[Dataset entries]
....
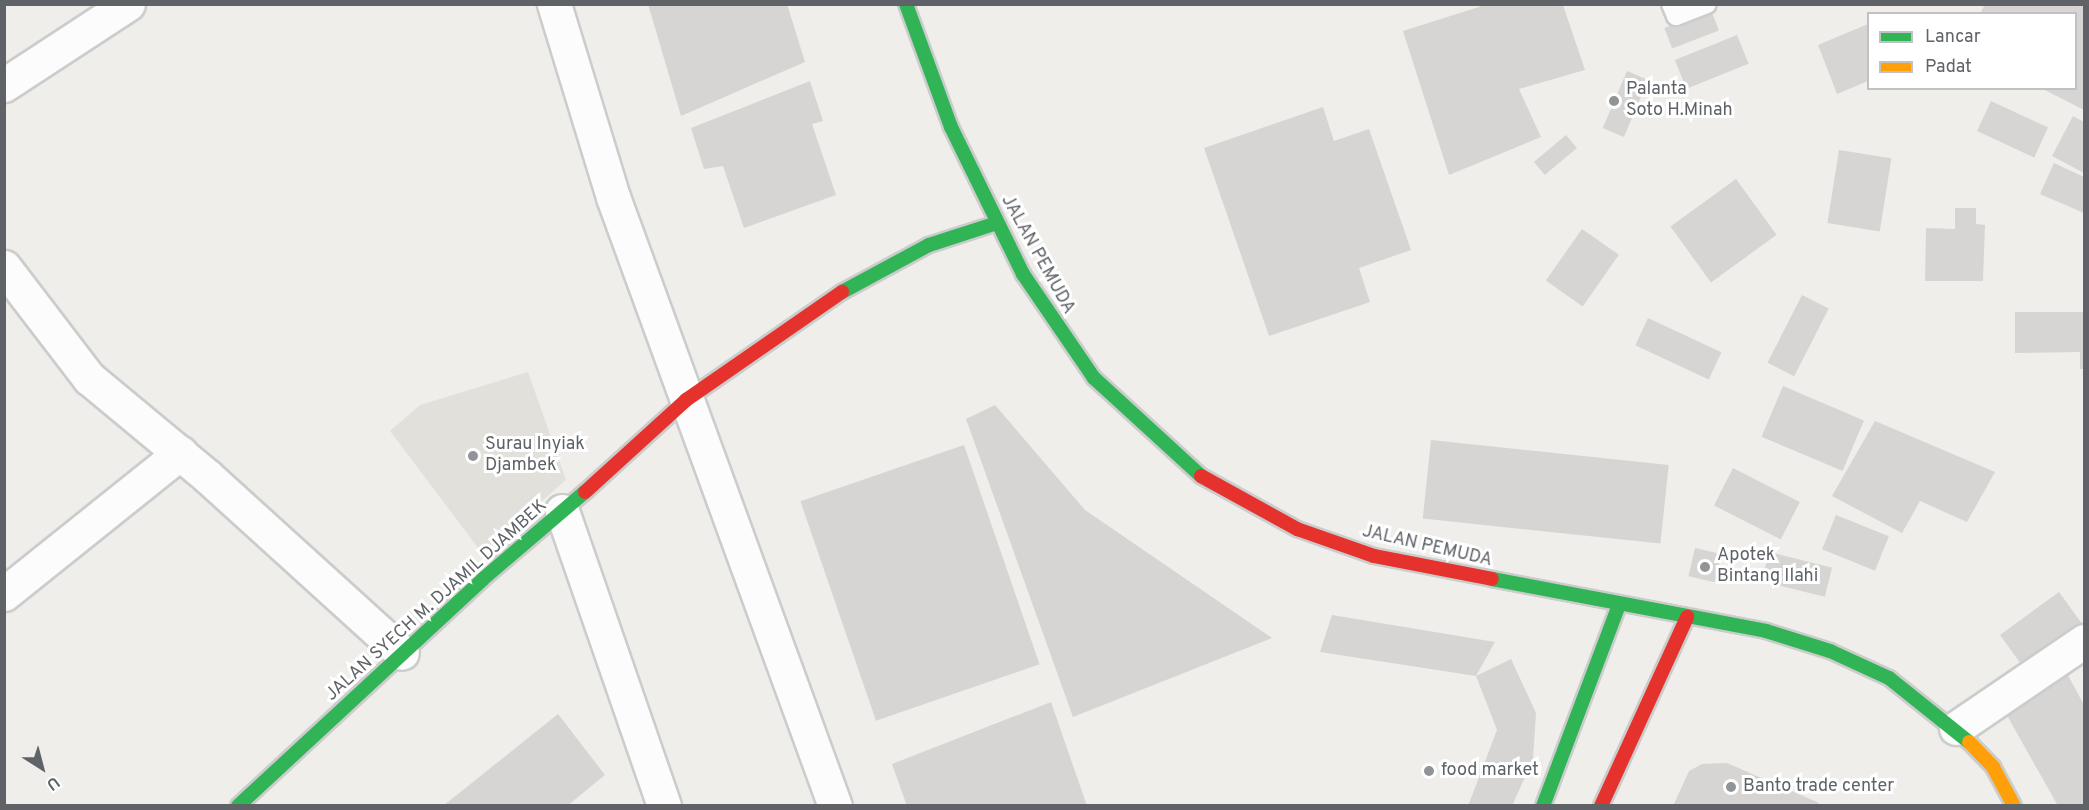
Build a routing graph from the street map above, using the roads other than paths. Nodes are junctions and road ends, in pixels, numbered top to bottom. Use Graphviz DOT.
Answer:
graph roads {
  1 [pos="128,4"];
  2 [pos="554,4"];
  3 [pos="906,4"];
  4 [pos="1671,4"];
  5 [pos="1707,4"];
  6 [pos="4,85"];
  7 [pos="997,223"];
  8 [pos="4,267"];
  9 [pos="686,400"];
  10 [pos="180,453"];
  11 [pos="562,511"];
  12 [pos="4,594"];
  13 [pos="1619,604"];
  14 [pos="1687,617"];
  15 [pos="2085,641"];
  16 [pos="402,653"];
  17 [pos="1956,728"];
  18 [pos="238,806"];
  19 [pos="664,806"];
  20 [pos="836,806"];
  21 [pos="1543,806"];
  22 [pos="1601,806"];
  23 [pos="2014,806"];
  1 -- 6 [label="street"];
  2 -- 9 [label="street"];
  3 -- 7 [label="main road, JALAN PEMUDA"];
  4 -- 5 [label="lane"];
  7 -- 9 [label="main road, JALAN SYECH M. DJAMIL DJAMBEK"];
  7 -- 13 [label="main road, JALAN PEMUDA"];
  8 -- 10 [label="street"];
  9 -- 11 [label="main road, JALAN SYECH M. DJAMIL DJAMBEK"];
  9 -- 20 [label="street"];
  10 -- 12 [label="street"];
  10 -- 16 [label="street"];
  11 -- 16 [label="main road, JALAN SYECH M. DJAMIL DJAMBEK"];
  11 -- 19 [label="street"];
  13 -- 14 [label="main road, JALAN PEMUDA"];
  13 -- 21 [label="main road"];
  14 -- 17 [label="main road, JALAN PEMUDA"];
  14 -- 22 [label="main road"];
  15 -- 17 [label="street"];
  16 -- 18 [label="main road, JALAN SYECH M. DJAMIL DJAMBEK"];
  17 -- 23 [label="main road, JALAN PEMUDA"];
}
....
* [WHAT YOU SHOULD DO]
Leaving all pictures aside, quote each record exactly.

* [RESULT BELOW]
Build a routing graph from the street map above, using the roads other than paths. Nodes are junctions and road ends, in pixels, numbered top to bottom. Use Graphviz DOT.
Answer:
graph roads {
  1 [pos="128,4"];
  2 [pos="554,4"];
  3 [pos="906,4"];
  4 [pos="1671,4"];
  5 [pos="1707,4"];
  6 [pos="4,85"];
  7 [pos="997,223"];
  8 [pos="4,267"];
  9 [pos="686,400"];
  10 [pos="180,453"];
  11 [pos="562,511"];
  12 [pos="4,594"];
  13 [pos="1619,604"];
  14 [pos="1687,617"];
  15 [pos="2085,641"];
  16 [pos="402,653"];
  17 [pos="1956,728"];
  18 [pos="238,806"];
  19 [pos="664,806"];
  20 [pos="836,806"];
  21 [pos="1543,806"];
  22 [pos="1601,806"];
  23 [pos="2014,806"];
  1 -- 6 [label="street"];
  2 -- 9 [label="street"];
  3 -- 7 [label="main road, JALAN PEMUDA"];
  4 -- 5 [label="lane"];
  7 -- 9 [label="main road, JALAN SYECH M. DJAMIL DJAMBEK"];
  7 -- 13 [label="main road, JALAN PEMUDA"];
  8 -- 10 [label="street"];
  9 -- 11 [label="main road, JALAN SYECH M. DJAMIL DJAMBEK"];
  9 -- 20 [label="street"];
  10 -- 12 [label="street"];
  10 -- 16 [label="street"];
  11 -- 16 [label="main road, JALAN SYECH M. DJAMIL DJAMBEK"];
  11 -- 19 [label="street"];
  13 -- 14 [label="main road, JALAN PEMUDA"];
  13 -- 21 [label="main road"];
  14 -- 17 [label="main road, JALAN PEMUDA"];
  14 -- 22 [label="main road"];
  15 -- 17 [label="street"];
  16 -- 18 [label="main road, JALAN SYECH M. DJAMIL DJAMBEK"];
  17 -- 23 [label="main road, JALAN PEMUDA"];
}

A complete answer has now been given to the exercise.